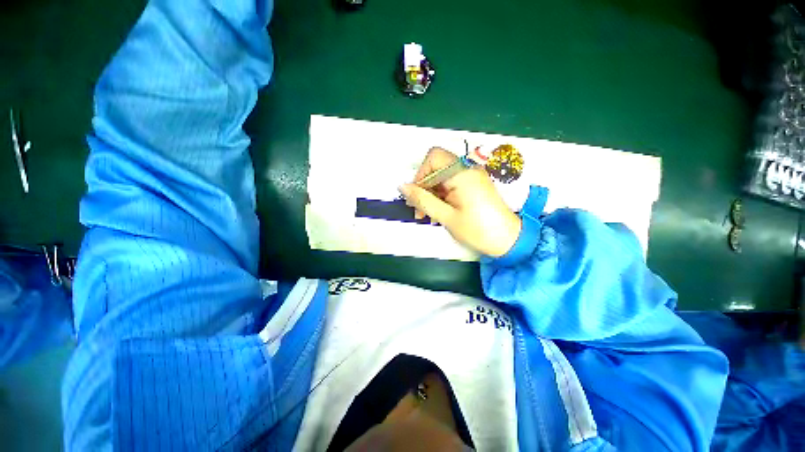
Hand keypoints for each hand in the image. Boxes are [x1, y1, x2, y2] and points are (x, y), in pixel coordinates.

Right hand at [398, 147, 521, 256]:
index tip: (417, 196)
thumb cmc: (477, 230)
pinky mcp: (474, 184)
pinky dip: (442, 195)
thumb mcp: (446, 216)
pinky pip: (452, 183)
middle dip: (424, 187)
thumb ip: (422, 200)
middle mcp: (468, 169)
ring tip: (429, 215)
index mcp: (462, 173)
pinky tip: (440, 211)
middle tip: (420, 210)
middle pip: (437, 167)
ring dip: (432, 193)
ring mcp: (472, 176)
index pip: (433, 157)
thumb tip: (402, 187)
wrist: (508, 240)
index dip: (421, 174)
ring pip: (443, 176)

----

When repeating the material above, keep every line exact and drop all pictures.

◆ Reply to the exercise
Hand keypoints for each hand in the image. Boxes are [x1, y1, x2, y2] and points are (x, y), in pixel coordinates.

Right hand at [398, 147, 521, 256]:
index tip: (417, 196)
thumb cmc: (477, 230)
pinky mcp: (474, 184)
pinky dip: (442, 195)
thumb mcp: (446, 216)
pinky pip: (452, 183)
middle dip: (424, 187)
thumb ip: (422, 200)
middle mcp: (468, 169)
ring tip: (429, 215)
index mcp: (462, 173)
pinky tip: (440, 211)
middle tip: (420, 210)
middle pip: (437, 167)
ring dip: (432, 193)
ring mcp: (472, 176)
index pip: (433, 157)
thumb tip: (402, 187)
wrist: (508, 240)
index dip: (421, 174)
ring pip: (443, 176)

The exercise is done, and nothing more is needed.